Scan the lines below for "Carmel" and copy the matches.

···

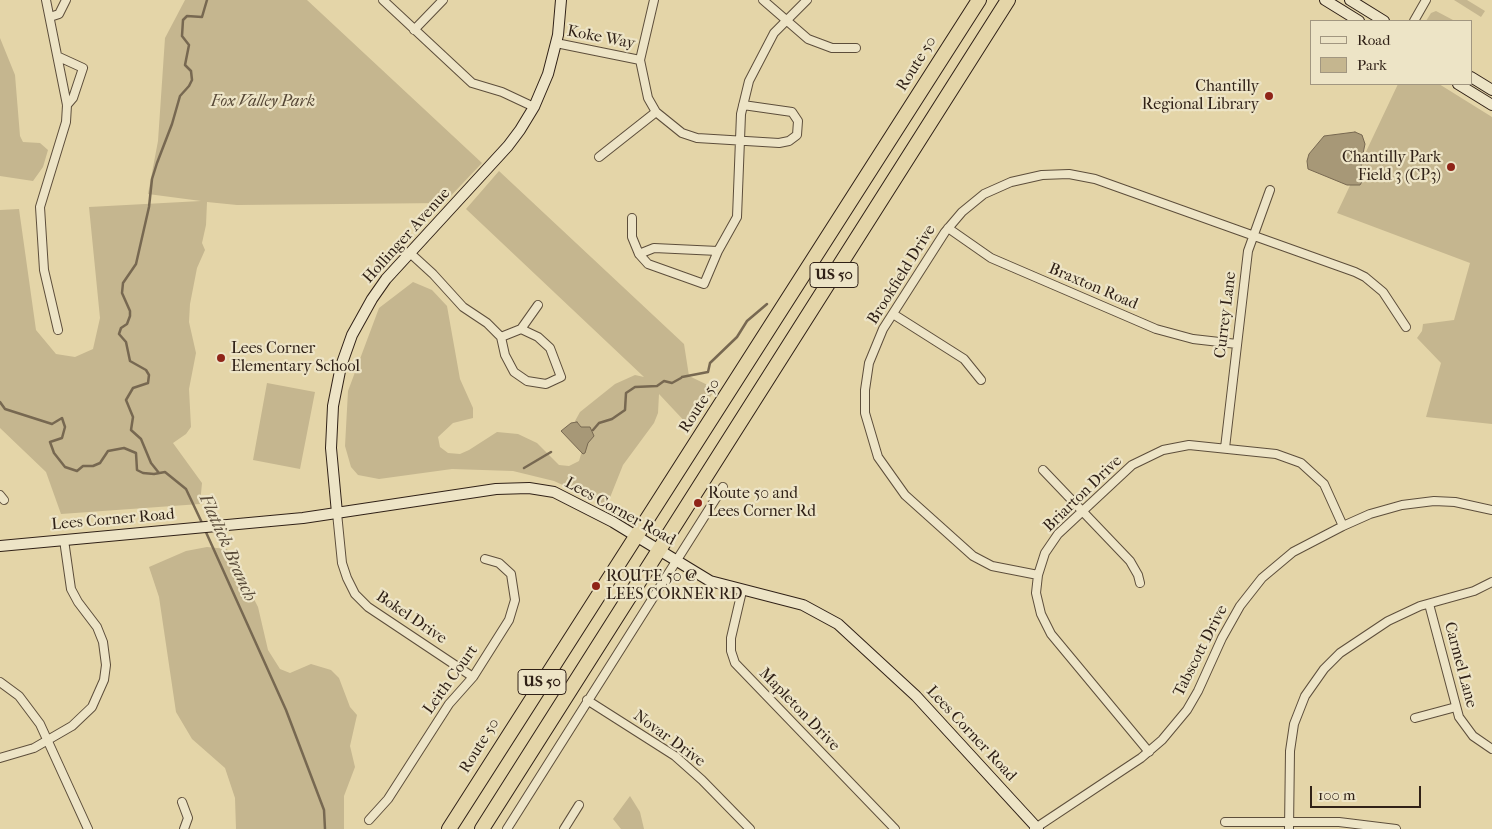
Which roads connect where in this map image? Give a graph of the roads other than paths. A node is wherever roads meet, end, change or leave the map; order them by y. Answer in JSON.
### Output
{"nodes":[{"id":1,"x":46,"y":0,"type":"edge"},
{"id":2,"x":66,"y":0,"type":"edge"},
{"id":3,"x":383,"y":0,"type":"edge"},
{"id":4,"x":443,"y":0,"type":"edge"},
{"id":5,"x":560,"y":0,"type":"edge"},
{"id":6,"x":654,"y":0,"type":"edge"},
{"id":7,"x":763,"y":0,"type":"edge"},
{"id":8,"x":807,"y":0,"type":"edge"},
{"id":9,"x":979,"y":0,"type":"edge"},
{"id":10,"x":1008,"y":0,"type":"edge"},
{"id":11,"x":1325,"y":0,"type":"edge"},
{"id":12,"x":1350,"y":0,"type":"edge"},
{"id":13,"x":1426,"y":0,"type":"edge"},
{"id":14,"x":50,"y":16,"type":"junction"},
{"id":15,"x":785,"y":20,"type":"junction"},
{"id":16,"x":1357,"y":20,"type":"edge"},
{"id":17,"x":1382,"y":20,"type":"edge"},
{"id":18,"x":1415,"y":20,"type":"edge"},
{"id":19,"x":414,"y":30,"type":"junction"},
{"id":20,"x":556,"y":43,"type":"junction"},
{"id":21,"x":856,"y":48,"type":"dead end"},
{"id":22,"x":59,"y":57,"type":"junction"},
{"id":23,"x":640,"y":60,"type":"junction"},
{"id":24,"x":1472,"y":78,"type":"edge"},
{"id":25,"x":1460,"y":85,"type":"edge"},
{"id":26,"x":1492,"y":90,"type":"edge"},
{"id":27,"x":67,"y":105,"type":"junction"},
{"id":28,"x":743,"y":105,"type":"junction"},
{"id":29,"x":1492,"y":105,"type":"edge"},
{"id":30,"x":534,"y":107,"type":"junction"},
{"id":31,"x":656,"y":112,"type":"junction"},
{"id":32,"x":739,"y":140,"type":"junction"},
{"id":33,"x":599,"y":157,"type":"dead end"},
{"id":34,"x":1270,"y":190,"type":"dead end"},
{"id":35,"x":632,"y":218,"type":"dead end"},
{"id":36,"x":948,"y":228,"type":"junction"},
{"id":37,"x":1253,"y":236,"type":"junction"},
{"id":38,"x":718,"y":250,"type":"junction"},
{"id":39,"x":410,"y":252,"type":"junction"},
{"id":40,"x":639,"y":254,"type":"junction"},
{"id":41,"x":538,"y":305,"type":"dead end"},
{"id":42,"x":893,"y":314,"type":"junction"},
{"id":43,"x":1406,"y":327,"type":"dead end"},
{"id":44,"x":521,"y":329,"type":"junction"},
{"id":45,"x":58,"y":330,"type":"dead end"},
{"id":46,"x":502,"y":337,"type":"junction"},
{"id":47,"x":1237,"y":344,"type":"junction"},
{"id":48,"x":981,"y":380,"type":"dead end"},
{"id":49,"x":1224,"y":448,"type":"junction"},
{"id":50,"x":1043,"y":470,"type":"dead end"},
{"id":51,"x":723,"y":487,"type":"dead end"},
{"id":52,"x":1492,"y":510,"type":"edge"},
{"id":53,"x":1082,"y":512,"type":"junction"},
{"id":54,"x":337,"y":513,"type":"junction"},
{"id":55,"x":1343,"y":526,"type":"junction"},
{"id":56,"x":636,"y":536,"type":"junction"},
{"id":57,"x":64,"y":540,"type":"junction"},
{"id":58,"x":0,"y":546,"type":"edge"},
{"id":59,"x":660,"y":551,"type":"junction"},
{"id":60,"x":485,"y":559,"type":"dead end"},
{"id":61,"x":676,"y":561,"type":"junction"},
{"id":62,"x":1038,"y":575,"type":"junction"},
{"id":63,"x":1492,"y":582,"type":"edge"},
{"id":64,"x":1140,"y":583,"type":"dead end"},
{"id":65,"x":742,"y":591,"type":"junction"},
{"id":66,"x":1429,"y":604,"type":"junction"},
{"id":67,"x":473,"y":676,"type":"junction"},
{"id":68,"x":0,"y":682,"type":"edge"},
{"id":69,"x":587,"y":700,"type":"junction"},
{"id":70,"x":1456,"y":707,"type":"junction"},
{"id":71,"x":1415,"y":718,"type":"dead end"},
{"id":72,"x":48,"y":741,"type":"junction"},
{"id":73,"x":1492,"y":749,"type":"edge"},
{"id":74,"x":1149,"y":752,"type":"junction"},
{"id":75,"x":0,"y":758,"type":"edge"},
{"id":76,"x":182,"y":802,"type":"dead end"},
{"id":77,"x":579,"y":805,"type":"dead end"},
{"id":78,"x":369,"y":820,"type":"dead end"},
{"id":79,"x":1225,"y":822,"type":"dead end"},
{"id":80,"x":1290,"y":825,"type":"edge"},
{"id":81,"x":510,"y":828,"type":"edge"},
{"id":82,"x":1036,"y":828,"type":"edge"},
{"id":83,"x":88,"y":829,"type":"edge"},
{"id":84,"x":184,"y":829,"type":"edge"},
{"id":85,"x":449,"y":829,"type":"edge"},
{"id":86,"x":482,"y":829,"type":"edge"},
{"id":87,"x":564,"y":829,"type":"edge"},
{"id":88,"x":750,"y":829,"type":"edge"},
{"id":89,"x":895,"y":829,"type":"edge"},
{"id":90,"x":1396,"y":829,"type":"edge"}],
"edges":[{"from":1,"to":14,"type":"street"},
{"from":2,"to":14,"type":"street"},
{"from":3,"to":19,"type":"street"},
{"from":4,"to":19,"type":"street"},
{"from":5,"to":20,"type":"street","name":"Hollinger Avenue"},
{"from":6,"to":23,"type":"street"},
{"from":7,"to":15,"type":"street"},
{"from":8,"to":15,"type":"street"},
{"from":9,"to":56,"type":"highway","name":"Route 50","number":"US 50"},
{"from":10,"to":59,"type":"highway","number":"US 50"},
{"from":11,"to":16,"type":"street"},
{"from":12,"to":17,"type":"street"},
{"from":13,"to":18,"type":"street"},
{"from":14,"to":22,"type":"street"},
{"from":15,"to":21,"type":"street"},
{"from":15,"to":28,"type":"street"},
{"from":19,"to":30,"type":"street"},
{"from":20,"to":23,"type":"street","name":"Koke Way"},
{"from":20,"to":30,"type":"street","name":"Hollinger Avenue"},
{"from":22,"to":27,"type":"street"},
{"from":22,"to":27,"type":"street"},
{"from":23,"to":31,"type":"street"},
{"from":24,"to":26,"type":"street"},
{"from":25,"to":29,"type":"street"},
{"from":27,"to":45,"type":"street"},
{"from":28,"to":32,"type":"street"},
{"from":28,"to":32,"type":"street"},
{"from":30,"to":39,"type":"street","name":"Hollinger Avenue"},
{"from":31,"to":32,"type":"street"},
{"from":31,"to":33,"type":"street"},
{"from":32,"to":38,"type":"street"},
{"from":34,"to":37,"type":"street","name":"Currey Lane"},
{"from":35,"to":40,"type":"street"},
{"from":36,"to":37,"type":"street","name":"Brookfield Drive"},
{"from":36,"to":42,"type":"street","name":"Brookfield Drive"},
{"from":36,"to":47,"type":"street","name":"Braxton Road"},
{"from":37,"to":43,"type":"street","name":"Brookfield Drive"},
{"from":37,"to":47,"type":"street","name":"Currey Lane"},
{"from":38,"to":40,"type":"street"},
{"from":38,"to":40,"type":"street"},
{"from":39,"to":46,"type":"street"},
{"from":39,"to":54,"type":"street","name":"Hollinger Avenue"},
{"from":41,"to":44,"type":"street"},
{"from":42,"to":48,"type":"street"},
{"from":42,"to":62,"type":"street","name":"Brookfield Drive"},
{"from":44,"to":46,"type":"street"},
{"from":44,"to":46,"type":"street"},
{"from":47,"to":49,"type":"street","name":"Currey Lane"},
{"from":49,"to":53,"type":"street","name":"Briarton Drive"},
{"from":49,"to":55,"type":"street","name":"Briarton Drive"},
{"from":50,"to":53,"type":"street"},
{"from":51,"to":61,"type":"street"},
{"from":52,"to":55,"type":"street","name":"Tabscott Drive"},
{"from":53,"to":62,"type":"street","name":"Briarton Drive"},
{"from":53,"to":64,"type":"street"},
{"from":54,"to":56,"type":"street","name":"Lees Corner Road"},
{"from":54,"to":57,"type":"street","name":"Lees Corner Road"},
{"from":54,"to":67,"type":"street","name":"Bokel Drive"},
{"from":55,"to":74,"type":"street","name":"Tabscott Drive"},
{"from":56,"to":59,"type":"street","name":"Lees Corner Road"},
{"from":56,"to":85,"type":"highway","name":"Route 50","number":"US 50"},
{"from":57,"to":58,"type":"street","name":"Lees Corner Road"},
{"from":57,"to":72,"type":"street"},
{"from":59,"to":61,"type":"street","name":"Lees Corner Road"},
{"from":59,"to":86,"type":"highway","number":"US 50"},
{"from":60,"to":67,"type":"street","name":"Leith Court"},
{"from":61,"to":65,"type":"street","name":"Lees Corner Road"},
{"from":61,"to":69,"type":"street"},
{"from":62,"to":74,"type":"street","name":"Briarton Drive"},
{"from":63,"to":66,"type":"street"},
{"from":65,"to":82,"type":"street","name":"Lees Corner Road"},
{"from":65,"to":89,"type":"street","name":"Mapleton Drive"},
{"from":66,"to":70,"type":"street","name":"Carmel Lane"},
{"from":66,"to":80,"type":"street"},
{"from":67,"to":78,"type":"street","name":"Leith Court"},
{"from":68,"to":72,"type":"street"},
{"from":69,"to":81,"type":"street"},
{"from":69,"to":88,"type":"street","name":"Novar Drive"},
{"from":70,"to":71,"type":"street"},
{"from":70,"to":73,"type":"street","name":"Carmel Lane"},
{"from":72,"to":75,"type":"street"},
{"from":72,"to":83,"type":"street"},
{"from":74,"to":82,"type":"street","name":"Tabscott Drive"},
{"from":76,"to":84,"type":"street"},
{"from":77,"to":87,"type":"street"},
{"from":79,"to":80,"type":"street"},
{"from":80,"to":90,"type":"street"}]}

···

- [ANSWER SPACE]
{"from":66,"to":70,"type":"street","name":"Carmel Lane"},
{"from":70,"to":73,"type":"street","name":"Carmel Lane"},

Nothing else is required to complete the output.